The Red Button is a push-button on the remote control for certain digital television set top boxes in the UK, Australia, Belgium, Hong Kong, Malaysia, Thailand and by DirecTV and Comcast in the United States. It is for interactive television services such as BBC Red Button and Astro (Malaysia). When interactive programmes are broadcast a Press Red icon will appear on the television screen.

Accreditation for the protocols behind what were originally known as 'side channels' is commonly given to London-based Entertainments Consultancy company 'Southbank UK' (now disbanded).

== Red Button in the UK ==

Sky UK previously used a video of a dog and a duck playing together and saying "press the red button" to promote the red button to its viewers.
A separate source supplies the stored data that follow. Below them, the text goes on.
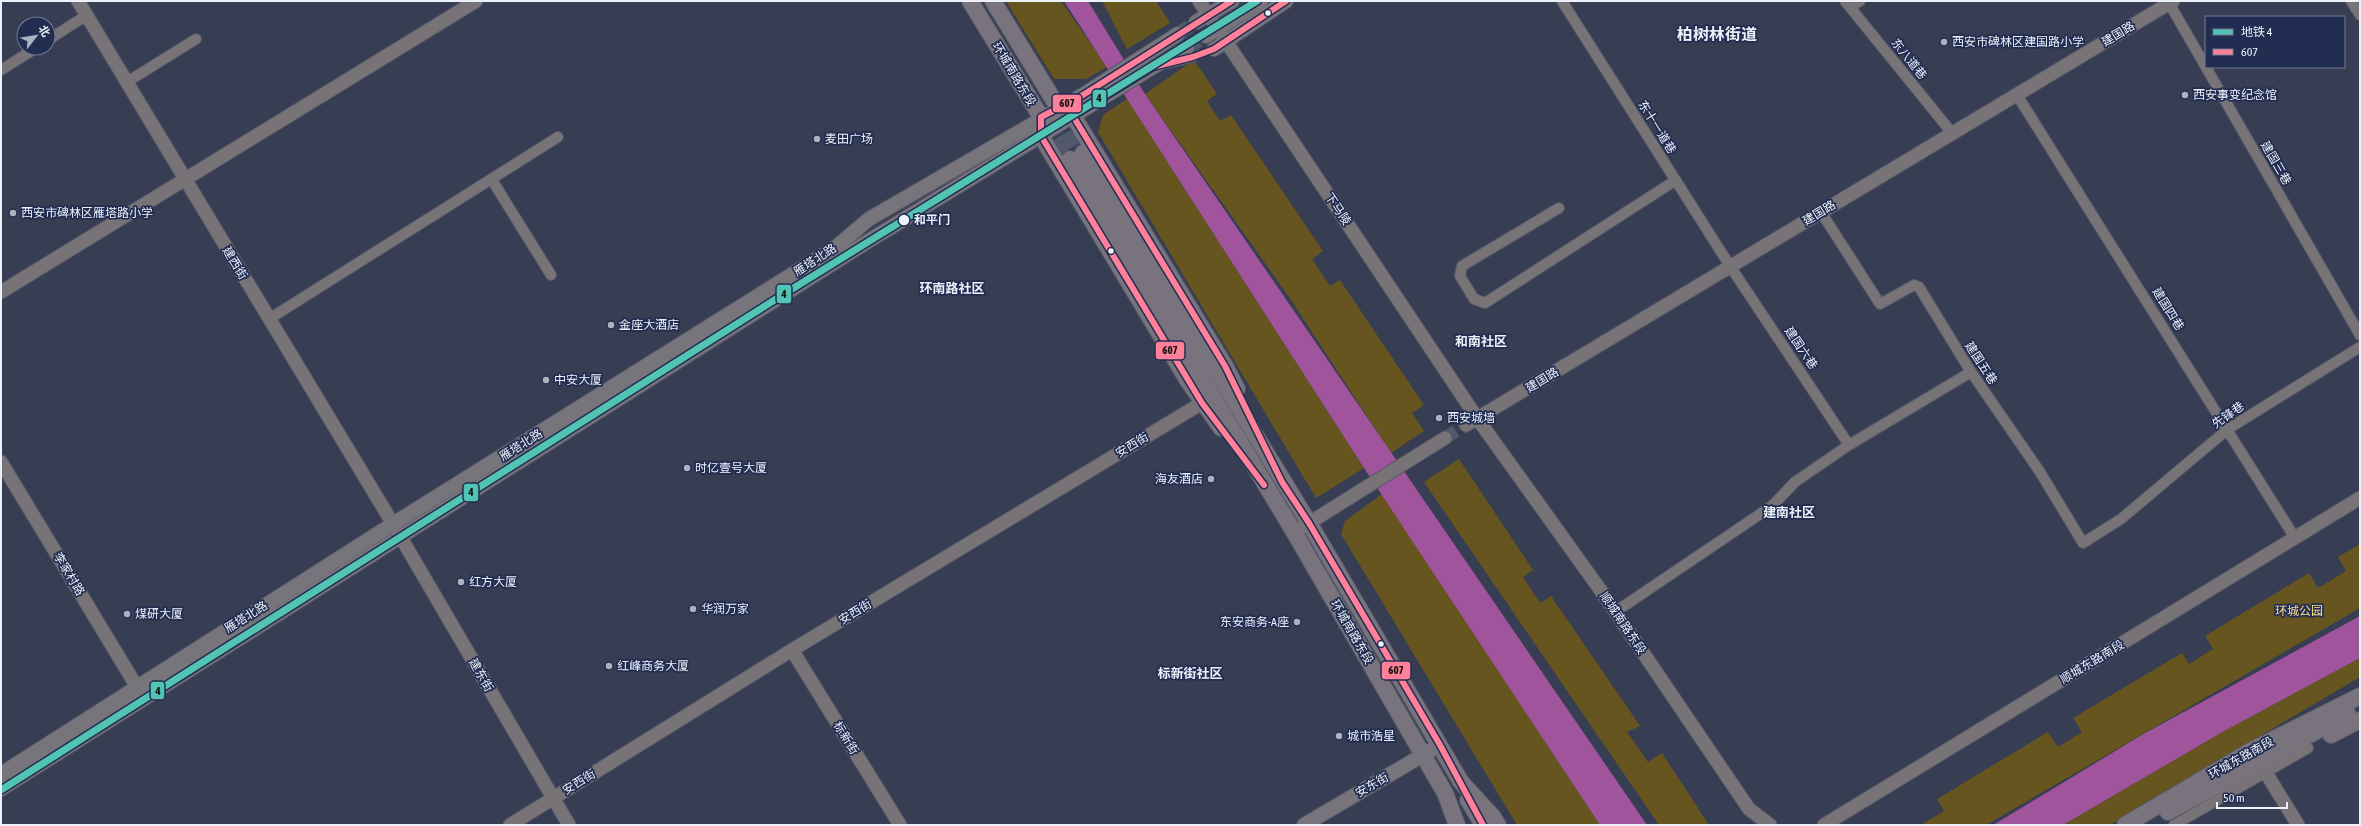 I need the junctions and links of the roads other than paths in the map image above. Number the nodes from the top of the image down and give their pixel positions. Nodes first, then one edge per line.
1 (78, 1) edge
2 (476, 1) edge
3 (970, 1) edge
4 (993, 1) edge
5 (1198, 1) edge
6 (1232, 1) edge
7 (1261, 1) edge
8 (1286, 1) edge
9 (1562, 1) edge
10 (1860, 1) edge
11 (2351, 1) edge
12 (2171, 2) edge
13 (1848, 4) edge
14 (87, 15) junction
15 (2360, 15) edge
16 (1202, 19) junction
17 (1212, 33) junction
18 (1178, 34) tunnel mouth
19 (56, 35) edge
20 (196, 39) dead end
21 (1220, 45) junction
22 (1190, 53) tunnel mouth
23 (23, 56) edge
24 (2205, 62) edge
25 (2208, 68) edge
26 (1, 70) edge
27 (127, 82) junction
28 (2017, 94) junction
29 (1087, 100) junction
30 (1059, 109) junction
31 (1073, 116) junction
32 (1041, 117) junction
33 (1952, 134) junction
34 (1041, 136) junction
35 (558, 137) dead end
36 (186, 180) junction
37 (492, 180) junction
38 (1676, 180) junction
39 (1559, 208) dead end
40 (1821, 212) junction
41 (1730, 266) junction
42 (550, 275) dead end
43 (1, 292) edge
44 (269, 319) junction
45 (2360, 335) edge
46 (2360, 347) edge
47 (1971, 372) junction
48 (1202, 403) junction
49 (1472, 422) junction
50 (2228, 429) junction
51 (1445, 438) tunnel mouth
52 (1849, 445) junction
53 (1, 462) edge
54 (1282, 482) junction
55 (1270, 493) junction
56 (2360, 498) edge
57 (2121, 519) joint
58 (1309, 523) junction
59 (393, 524) junction
60 (1294, 532) junction
61 (401, 538) junction
62 (2295, 538) junction
63 (1615, 612) junction
64 (792, 650) junction
65 (2360, 686) edge
66 (136, 687) junction
67 (2360, 696) edge
68 (2360, 707) edge
69 (2360, 720) edge
70 (1440, 745) junction
71 (1423, 755) junction
72 (2260, 761) junction
73 (1, 774) edge
74 (1461, 782) junction
75 (1, 789) edge
76 (1445, 793) junction
77 (554, 798) junction
78 (510, 825) edge
79 (569, 825) edge
80 (900, 825) edge
81 (1304, 825) edge
82 (1457, 825) edge
83 (1466, 825) edge
84 (1483, 825) edge
85 (1498, 825) edge
86 (1770, 825) edge
87 (1824, 825) edge
88 (2125, 825) edge
89 (2144, 825) edge
90 (2174, 825) edge
91 (2298, 825) edge

1 - 14 street, 建西街
2 - 36 street
3 - 32 main road, 环城南路东段
4 - 30 main road, 环城南路东段
5 - 16 street, 下马陵
6 - 16 main road
7 - 17 main road
8 - 21 main road
9 - 38 street, 东十一道巷
10 - 13 street
11 - 15 street
12 - 24 street, 建国三巷
12 - 28 street, 建国路
13 - 33 street, 东八道巷
14 - 19 street
14 - 27 street, 建西街
16 - 17 street, 下马陵
17 - 21 street, 下马陵
18 - 29 main road
20 - 27 street
21 - 49 street, 下马陵
22 - 29 main road
23 - 26 street
25 - 45 street, 建国三巷
27 - 36 street, 建西街
28 - 33 street, 建国路
28 - 50 street, 建国四巷
29 - 30 main road, 雁塔北路
29 - 31 main road, 雁塔北路
30 - 31 main road
30 - 32 main road, 雁塔北路
31 - 34 main road, 雁塔北路
31 - 54 main road, 环城南路东段
32 - 34 main road, 环城南路东段
32 - 59 main road, 雁塔北路
33 - 40 street, 建国路
34 - 48 main road, 环城南路东段
34 - 61 main road, 雁塔北路
35 - 37 street
36 - 43 street
36 - 44 street, 建西街
37 - 42 street
37 - 44 street
38 - 39 street
38 - 41 street, 东十一道巷
40 - 41 street, 建国路
40 - 47 street, 建国五巷
41 - 49 street, 建国路
41 - 52 street, 建国六巷
44 - 59 street, 建西街
46 - 50 street, 先锋巷
47 - 52 street
47 - 57 street, 建国五巷
48 - 55 main road, 环城南路东段
48 - 64 street, 安西街
49 - 63 street, 顺城南路东段
50 - 57 street, 先锋巷
50 - 62 street, 建国四巷
51 - 58 street
52 - 63 street
53 - 66 street, 李家村路
54 - 55 main road, 环城南路东段
54 - 58 main road, 环城南路东段
55 - 60 main road, 环城南路东段
56 - 62 street, 顺城东路南段
58 - 60 street
58 - 70 main road, 环城南路东段
59 - 61 street, 建东街
59 - 66 main road, 雁塔北路
60 - 71 main road, 环城南路东段
61 - 75 main road, 雁塔北路
61 - 77 street, 建东街
62 - 87 street, 顺城东路南段
63 - 86 street, 顺城南路东段
64 - 77 street, 安西街
64 - 80 street, 标新街
65 - 72 main road
66 - 73 main road, 雁塔北路
67 - 72 main road, 环城东路南段
68 - 72 main road, 环城东路南段
69 - 72 main road
70 - 71 main road, 安东街
70 - 74 main road, 环城南路东段
71 - 76 main road, 环城南路东段
71 - 81 main road, 安东街
72 - 88 main road, 环城东路南段
72 - 89 main road, 环城东路南段
72 - 90 street
72 - 91 street
74 - 84 main road, 环城南路东段
74 - 85 main road, 环城南路东段
76 - 82 main road, 环城南路东段
76 - 83 main road, 环城南路东段
77 - 78 street, 安西街
77 - 79 street, 建东街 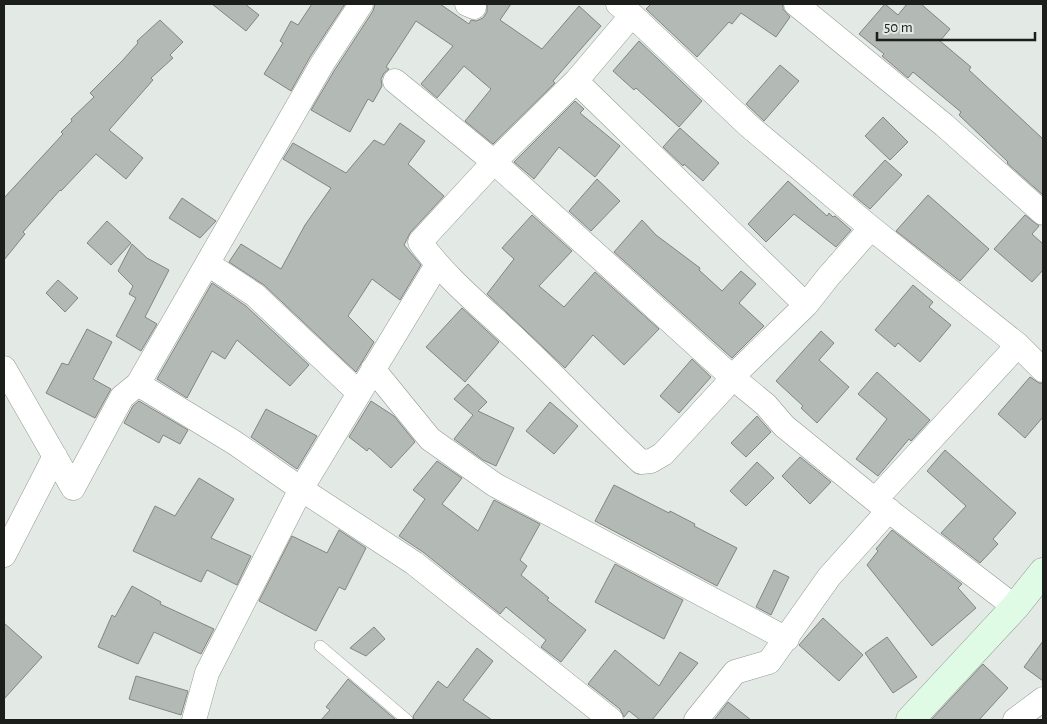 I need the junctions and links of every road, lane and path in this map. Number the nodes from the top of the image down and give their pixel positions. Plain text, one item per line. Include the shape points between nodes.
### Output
1 (361, 4) edge
2 (796, 4) edge
3 (625, 10) edge
4 (395, 81) dead end
5 (576, 81) junction
6 (494, 162) junction
7 (1043, 213) edge
8 (871, 228) junction
9 (208, 264) junction
10 (437, 265) junction
11 (806, 305) junction
12 (1018, 345) junction
13 (4, 368) edge
14 (373, 369) junction
15 (1043, 370) edge
16 (732, 377) junction
17 (138, 384) junction
18 (359, 393) junction
19 (55, 456) junction
20 (301, 489) junction
21 (882, 505) junction
22 (4, 555) edge
23 (1043, 572) edge
24 (1015, 607) junction
25 (787, 639) junction
26 (320, 646) dead end
27 (1043, 699) edge
28 (194, 720) edge
29 (407, 720) edge
30 (611, 720) edge
31 (696, 720) edge
32 (910, 720) edge
33 (1015, 720) edge

1 - 9 street via 317,73
2 - 7 street via 944,125
3 - 5 street
3 - 8 street via 749,126
4 - 6 street
5 - 6 street
5 - 11 street
6 - 10 street via 420,242
6 - 16 street
8 - 11 street
8 - 12 street
9 - 17 street
9 - 18 street via 255,295
10 - 14 street
10 - 16 street via 642,462 662,454
11 - 16 street
12 - 15 street
12 - 21 street
13 - 19 street
14 - 18 street
14 - 25 street via 430,439 496,485
16 - 21 street via 766,405 784,426
17 - 19 street via 122,396 73,488
17 - 20 street via 235,443
18 - 20 street
19 - 22 street
20 - 28 street via 207,673
20 - 30 street via 414,563
21 - 24 street
21 - 25 street
23 - 24 main road
24 - 32 main road
25 - 31 street via 770,662 734,672
26 - 29 lane
27 - 33 street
Pop Idol used the red button as a voting device.

The feature also enables several different feeds from an event, thereby enabling viewers to select between events or sporting matches that may be taking place simultaneously. For example, when the 2006 FIFA World Cup was aired, viewers could choose to view matches from multiple camera angles, or hear an alternate commentary.

== Red Button in other places ==

Hong Kong's TVB uses the Red Button to access TVBar, an interactive service on TVB Finance & Information Channel and TVB J2.

The United States' DirecTV satellite service utilizes the Red Button in certain interactive capacities, such as for instance, bringing up the "ScoreGuide", a list of sports matches and scores being played at that instant, on a sports network like ESPN. However, for older boxes from about 2006-2014, the red button was mainly used for guide functions in conjunction with three other colored buttons, much like Sky Digital; the newest remote that DirecTV has started to offer alongside their new "Genie" whole-home DVR only has the red button, while the other buttons' functions were relegated to other keys. DirecTV is the only TV provider in the US to provide red button services; other providers do offer interactive services, but do not use a red button (such as rival Dish Network and IPTV provider Verizon Fios), and still others do not offer much in the way of interactivity.